Indeed, local farmers are said to have dug up cannon balls while
ploughing nearby fields. It is most likely that the present walls
of the ruins mark the site or are the old walls of the ancient
Catholic Church which was partly rebuilt in the Plantation period
for Protestant worship and at this time was Church of Ireland
(Anglican). Although the native Irish, in the most part, ceased to
bury their dead here after the Plantation, Catholics were allowed
the right of burial but only under certain conditions. Thus, the
priest was not allowed to wear a surplice and crosses were not
permitted to be erected on the grave. In 1902 the Board of
Guardians forbade the use of this cemetery but later a section was
added for the present congregation.

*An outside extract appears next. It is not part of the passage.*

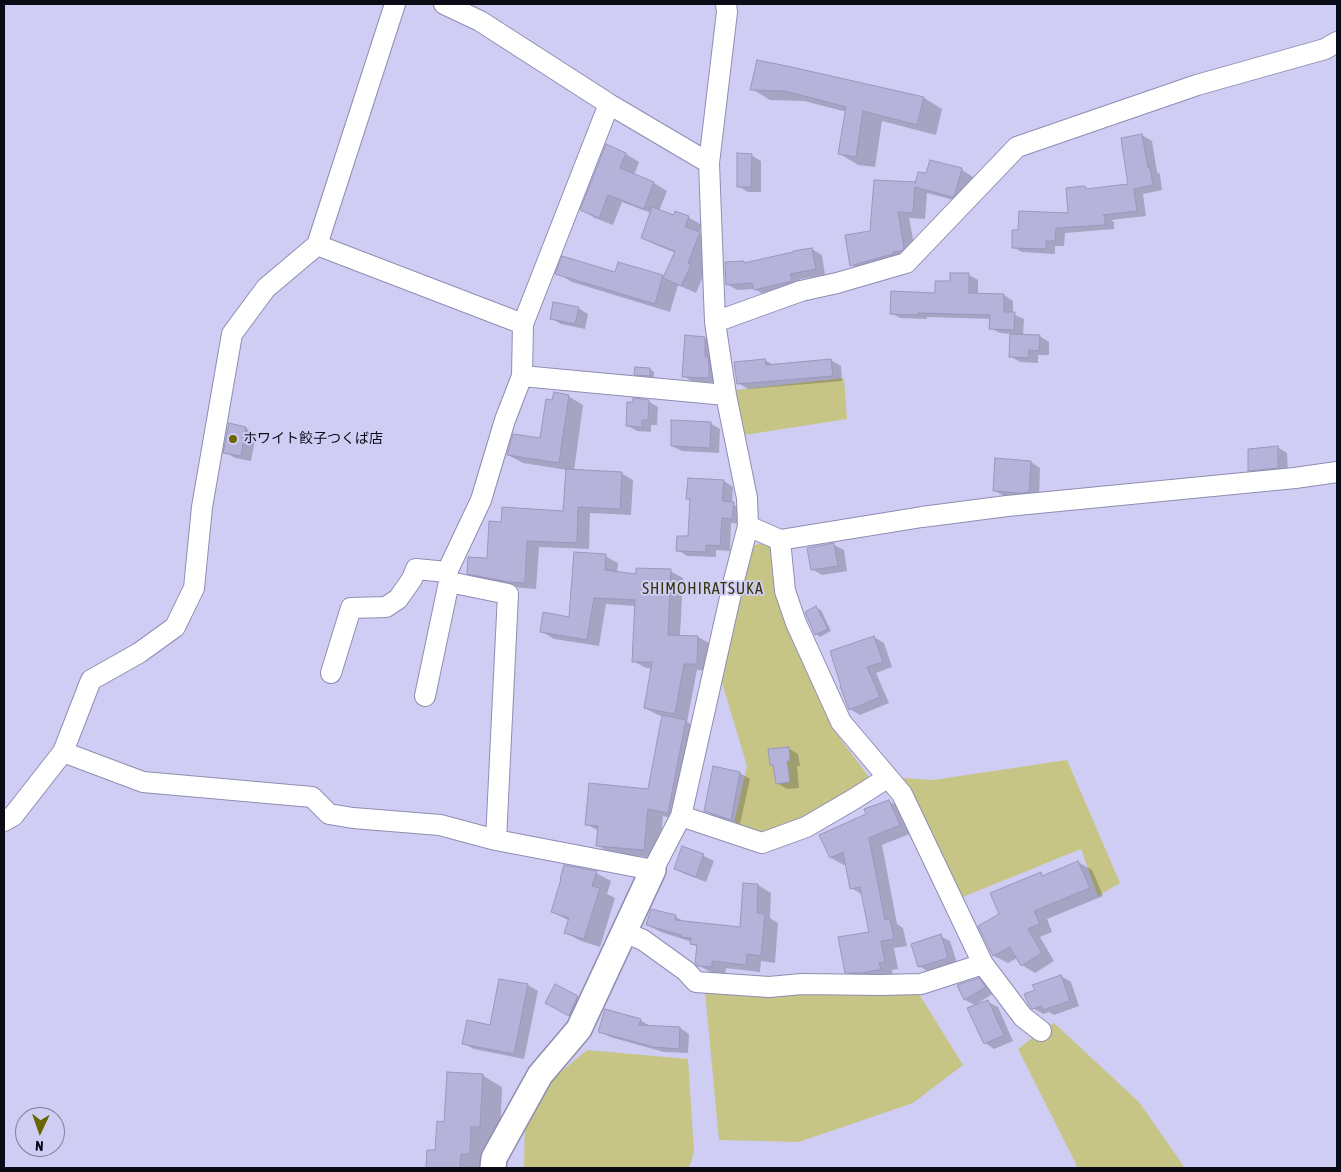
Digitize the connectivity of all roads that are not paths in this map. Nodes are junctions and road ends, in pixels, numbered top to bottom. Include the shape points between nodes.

The Church of
Ireland Church was later moved to Church Street in 1777 and
although the present building is on the same site Saint Columbas
Church was rebuilt in 1871 and remains much the same today apart
from a few minor alterations.
A writer from Omagh wrote this about the graveyard:
“The Old Graveyard where the gateway was closed with
concrete and stone long before my time, and the dead sealed off
forever. There’s a sort of stile made out of protruding
stones in the high wall and within- desolation, a fragment of a
church wall that might be medieval, waist-high stagnant grass,
table tombstones made anonymous by moss and licheas, a sinister
hollow like a huge shellhole in the centre of the place where the
dead, also anonymous, of the great famine of the 1840’s were
thrown coffinless, one on top of the other. A man who went to
school with me called that the hold of the navel of nothing and to
explain in gruesome detail why and hw the earth that once had been
mounded had sunk into a hollow…..Impelled by a passion for
history, I decided to clean all the table tombstones in old
Drumragh and recall the nameless and oblivion the decent people who
where buried there. It was a big project. Not surprisingly it
was never completed, never even properly commenced, but it brough
us one discovery: that one of the four people, all priests,
buried under a stone that was flat to the ground and circled by
giant yews was a MacCathmhaoil (you could English it as Campbell or
McCarvill) who Hs in history been known as the Sagart Costarnocht
because he went about without boots or socks, and who had in penal
days proscribed to catholiscism had said Mass in the Open air at
the Mass Rock on Corraduine mountain……..he had read
the Mass one Sunday at the rock on Corra Duine and watched, in
glory on the summit like the Lord himself, as the congregation
trooped in over the mountain from the seven separate
parishes”
Written by Benedict Kielly taken from Irish writing in the
twentieth century: a reader By David Pierce
Alice Milligan also a writer from Omagh (daughter of Seaton
Milligan), who was a prominent Gaelic League during the League s
heyday in the early 1900s was buried here in 1953. Her friends
included O Donovan Rossa, Douglas Hyde and Roger Casement. She was
one of a small group of Protestant Nationalists, which included
Parnell, Yeats and Ethna Carbery, and one of the most politically
aware Irish women of the early 20th century. Alice was born
into a Methodist household with parents who favoured the union with
Britain, however she grew up with a completely different
mindset. Perhaps this controversial standing is one of the
reasons that her fame outlasted her fathers. Her father was also a
fairly famous writer however I could find little about his
writings.
The
cache is situated outside the graveyard so there is no need to
enter it, but we highly recommend taking a look, but make sure its
during the daytime as it is horror movie like!